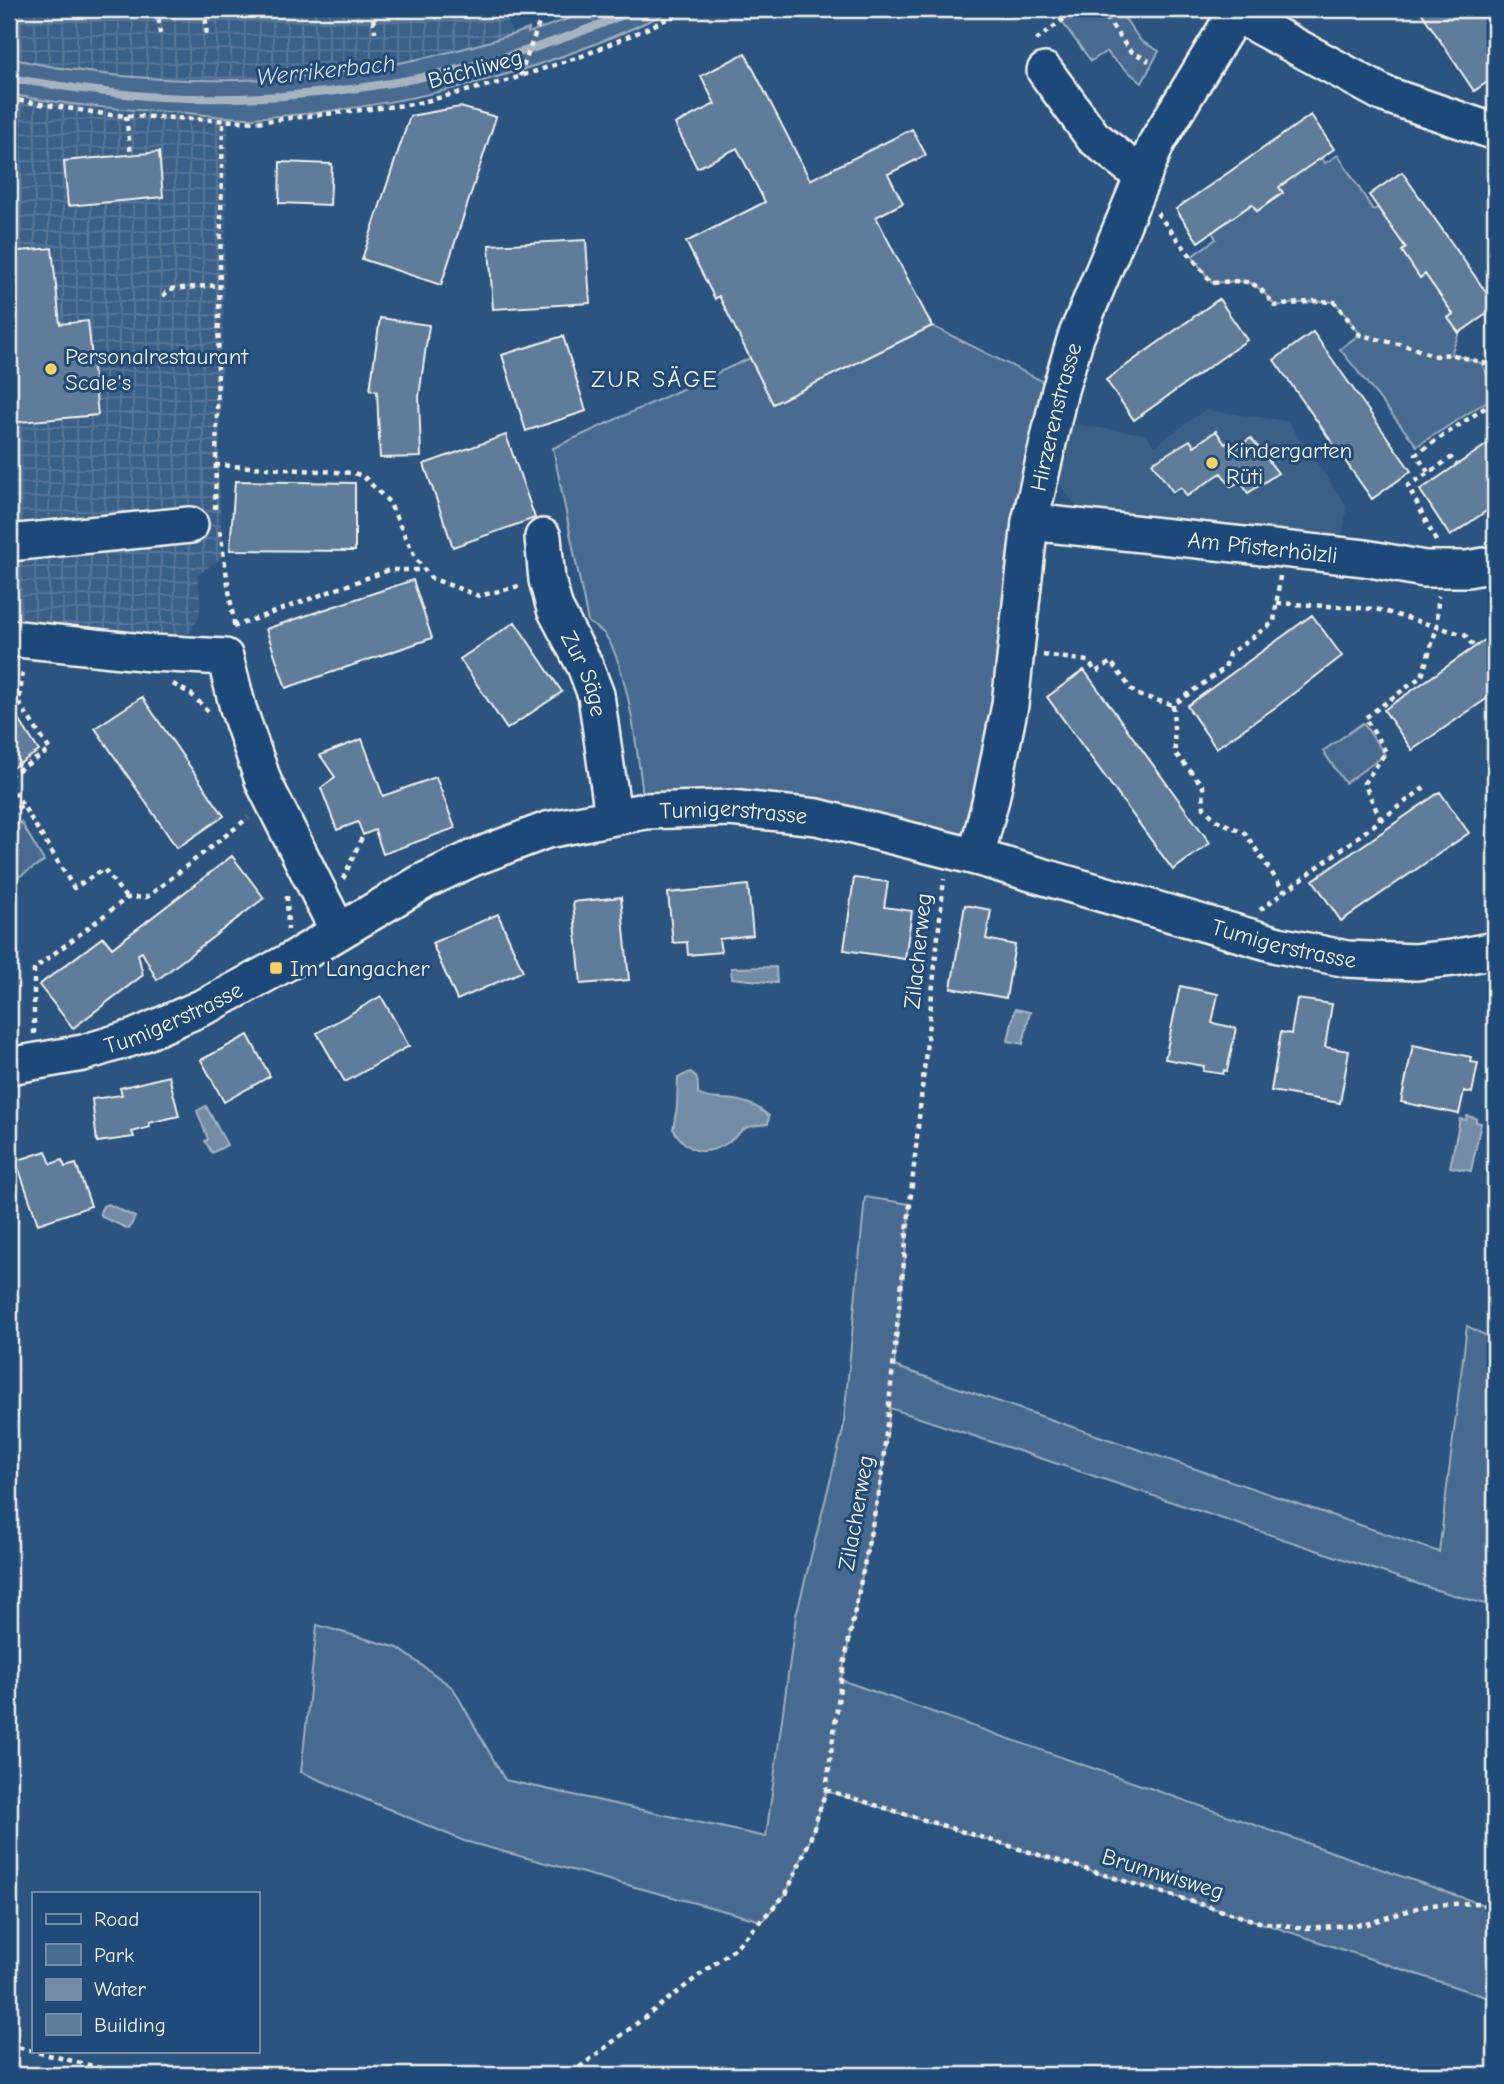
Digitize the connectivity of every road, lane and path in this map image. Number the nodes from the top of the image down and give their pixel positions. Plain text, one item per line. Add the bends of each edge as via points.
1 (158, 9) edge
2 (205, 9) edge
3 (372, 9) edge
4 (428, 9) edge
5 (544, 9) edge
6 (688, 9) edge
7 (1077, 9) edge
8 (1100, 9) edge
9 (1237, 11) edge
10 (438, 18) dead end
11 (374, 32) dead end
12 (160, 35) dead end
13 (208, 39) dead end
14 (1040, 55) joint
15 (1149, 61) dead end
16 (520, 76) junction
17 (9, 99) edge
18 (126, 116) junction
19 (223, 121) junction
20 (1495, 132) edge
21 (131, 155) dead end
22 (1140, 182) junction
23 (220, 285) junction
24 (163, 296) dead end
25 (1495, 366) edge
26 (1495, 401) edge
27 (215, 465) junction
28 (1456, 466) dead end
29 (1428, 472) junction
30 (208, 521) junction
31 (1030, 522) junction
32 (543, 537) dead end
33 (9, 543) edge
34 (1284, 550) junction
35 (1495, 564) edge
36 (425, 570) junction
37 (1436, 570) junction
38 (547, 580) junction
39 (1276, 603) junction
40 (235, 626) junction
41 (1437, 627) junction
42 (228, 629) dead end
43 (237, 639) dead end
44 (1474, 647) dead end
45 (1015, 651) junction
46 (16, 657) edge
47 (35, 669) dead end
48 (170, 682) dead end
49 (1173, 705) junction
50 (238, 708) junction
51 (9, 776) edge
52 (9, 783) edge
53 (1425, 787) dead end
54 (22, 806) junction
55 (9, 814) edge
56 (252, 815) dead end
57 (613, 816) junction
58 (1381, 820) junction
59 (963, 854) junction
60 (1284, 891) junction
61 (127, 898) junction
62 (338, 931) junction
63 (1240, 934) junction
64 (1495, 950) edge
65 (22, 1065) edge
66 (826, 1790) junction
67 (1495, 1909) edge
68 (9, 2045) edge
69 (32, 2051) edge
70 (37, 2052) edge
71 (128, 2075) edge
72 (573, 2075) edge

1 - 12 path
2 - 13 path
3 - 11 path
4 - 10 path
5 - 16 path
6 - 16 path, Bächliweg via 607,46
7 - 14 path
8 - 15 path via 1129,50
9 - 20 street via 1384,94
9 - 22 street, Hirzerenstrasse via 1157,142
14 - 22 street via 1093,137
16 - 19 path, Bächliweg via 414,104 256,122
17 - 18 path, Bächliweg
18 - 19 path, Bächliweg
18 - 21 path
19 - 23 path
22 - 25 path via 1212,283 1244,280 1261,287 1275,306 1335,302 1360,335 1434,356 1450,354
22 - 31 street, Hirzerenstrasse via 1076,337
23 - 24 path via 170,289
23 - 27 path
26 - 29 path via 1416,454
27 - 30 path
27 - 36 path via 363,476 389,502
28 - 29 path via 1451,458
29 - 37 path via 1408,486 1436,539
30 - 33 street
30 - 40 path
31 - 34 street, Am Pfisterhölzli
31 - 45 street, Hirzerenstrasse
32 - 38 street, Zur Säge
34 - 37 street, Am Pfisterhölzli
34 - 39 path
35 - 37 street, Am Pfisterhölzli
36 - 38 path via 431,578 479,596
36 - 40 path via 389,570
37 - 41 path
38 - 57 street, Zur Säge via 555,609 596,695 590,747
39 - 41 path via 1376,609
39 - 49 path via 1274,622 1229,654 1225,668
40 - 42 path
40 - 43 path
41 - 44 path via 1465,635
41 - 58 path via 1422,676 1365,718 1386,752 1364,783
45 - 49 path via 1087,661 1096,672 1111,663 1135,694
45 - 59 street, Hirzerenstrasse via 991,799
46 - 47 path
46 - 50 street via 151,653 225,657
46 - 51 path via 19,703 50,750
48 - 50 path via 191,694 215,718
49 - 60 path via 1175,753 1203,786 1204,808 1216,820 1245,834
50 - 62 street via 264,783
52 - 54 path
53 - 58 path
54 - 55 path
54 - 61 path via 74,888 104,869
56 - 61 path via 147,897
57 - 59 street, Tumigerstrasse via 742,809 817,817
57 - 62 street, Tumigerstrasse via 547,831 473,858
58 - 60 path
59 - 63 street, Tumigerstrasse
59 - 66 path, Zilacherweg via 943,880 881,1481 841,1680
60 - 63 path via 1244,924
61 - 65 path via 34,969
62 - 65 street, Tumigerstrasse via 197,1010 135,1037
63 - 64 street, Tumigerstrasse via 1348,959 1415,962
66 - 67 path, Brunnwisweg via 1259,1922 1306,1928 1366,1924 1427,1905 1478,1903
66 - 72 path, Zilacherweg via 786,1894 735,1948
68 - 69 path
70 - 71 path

........

- [WHAT IS BEING ASKED]: Skipping the pictures, transcribe each line above exactly as it appears.

- [SOLUTION TO THE PROBLEM]:
Digitize the connectivity of every road, lane and path in this map image. Number the nodes from the top of the image down and give their pixel positions. Plain text, one item per line. Add the bends of each edge as via points.
1 (158, 9) edge
2 (205, 9) edge
3 (372, 9) edge
4 (428, 9) edge
5 (544, 9) edge
6 (688, 9) edge
7 (1077, 9) edge
8 (1100, 9) edge
9 (1237, 11) edge
10 (438, 18) dead end
11 (374, 32) dead end
12 (160, 35) dead end
13 (208, 39) dead end
14 (1040, 55) joint
15 (1149, 61) dead end
16 (520, 76) junction
17 (9, 99) edge
18 (126, 116) junction
19 (223, 121) junction
20 (1495, 132) edge
21 (131, 155) dead end
22 (1140, 182) junction
23 (220, 285) junction
24 (163, 296) dead end
25 (1495, 366) edge
26 (1495, 401) edge
27 (215, 465) junction
28 (1456, 466) dead end
29 (1428, 472) junction
30 (208, 521) junction
31 (1030, 522) junction
32 (543, 537) dead end
33 (9, 543) edge
34 (1284, 550) junction
35 (1495, 564) edge
36 (425, 570) junction
37 (1436, 570) junction
38 (547, 580) junction
39 (1276, 603) junction
40 (235, 626) junction
41 (1437, 627) junction
42 (228, 629) dead end
43 (237, 639) dead end
44 (1474, 647) dead end
45 (1015, 651) junction
46 (16, 657) edge
47 (35, 669) dead end
48 (170, 682) dead end
49 (1173, 705) junction
50 (238, 708) junction
51 (9, 776) edge
52 (9, 783) edge
53 (1425, 787) dead end
54 (22, 806) junction
55 (9, 814) edge
56 (252, 815) dead end
57 (613, 816) junction
58 (1381, 820) junction
59 (963, 854) junction
60 (1284, 891) junction
61 (127, 898) junction
62 (338, 931) junction
63 (1240, 934) junction
64 (1495, 950) edge
65 (22, 1065) edge
66 (826, 1790) junction
67 (1495, 1909) edge
68 (9, 2045) edge
69 (32, 2051) edge
70 (37, 2052) edge
71 (128, 2075) edge
72 (573, 2075) edge

1 - 12 path
2 - 13 path
3 - 11 path
4 - 10 path
5 - 16 path
6 - 16 path, Bächliweg via 607,46
7 - 14 path
8 - 15 path via 1129,50
9 - 20 street via 1384,94
9 - 22 street, Hirzerenstrasse via 1157,142
14 - 22 street via 1093,137
16 - 19 path, Bächliweg via 414,104 256,122
17 - 18 path, Bächliweg
18 - 19 path, Bächliweg
18 - 21 path
19 - 23 path
22 - 25 path via 1212,283 1244,280 1261,287 1275,306 1335,302 1360,335 1434,356 1450,354
22 - 31 street, Hirzerenstrasse via 1076,337
23 - 24 path via 170,289
23 - 27 path
26 - 29 path via 1416,454
27 - 30 path
27 - 36 path via 363,476 389,502
28 - 29 path via 1451,458
29 - 37 path via 1408,486 1436,539
30 - 33 street
30 - 40 path
31 - 34 street, Am Pfisterhölzli
31 - 45 street, Hirzerenstrasse
32 - 38 street, Zur Säge
34 - 37 street, Am Pfisterhölzli
34 - 39 path
35 - 37 street, Am Pfisterhölzli
36 - 38 path via 431,578 479,596
36 - 40 path via 389,570
37 - 41 path
38 - 57 street, Zur Säge via 555,609 596,695 590,747
39 - 41 path via 1376,609
39 - 49 path via 1274,622 1229,654 1225,668
40 - 42 path
40 - 43 path
41 - 44 path via 1465,635
41 - 58 path via 1422,676 1365,718 1386,752 1364,783
45 - 49 path via 1087,661 1096,672 1111,663 1135,694
45 - 59 street, Hirzerenstrasse via 991,799
46 - 47 path
46 - 50 street via 151,653 225,657
46 - 51 path via 19,703 50,750
48 - 50 path via 191,694 215,718
49 - 60 path via 1175,753 1203,786 1204,808 1216,820 1245,834
50 - 62 street via 264,783
52 - 54 path
53 - 58 path
54 - 55 path
54 - 61 path via 74,888 104,869
56 - 61 path via 147,897
57 - 59 street, Tumigerstrasse via 742,809 817,817
57 - 62 street, Tumigerstrasse via 547,831 473,858
58 - 60 path
59 - 63 street, Tumigerstrasse
59 - 66 path, Zilacherweg via 943,880 881,1481 841,1680
60 - 63 path via 1244,924
61 - 65 path via 34,969
62 - 65 street, Tumigerstrasse via 197,1010 135,1037
63 - 64 street, Tumigerstrasse via 1348,959 1415,962
66 - 67 path, Brunnwisweg via 1259,1922 1306,1928 1366,1924 1427,1905 1478,1903
66 - 72 path, Zilacherweg via 786,1894 735,1948
68 - 69 path
70 - 71 path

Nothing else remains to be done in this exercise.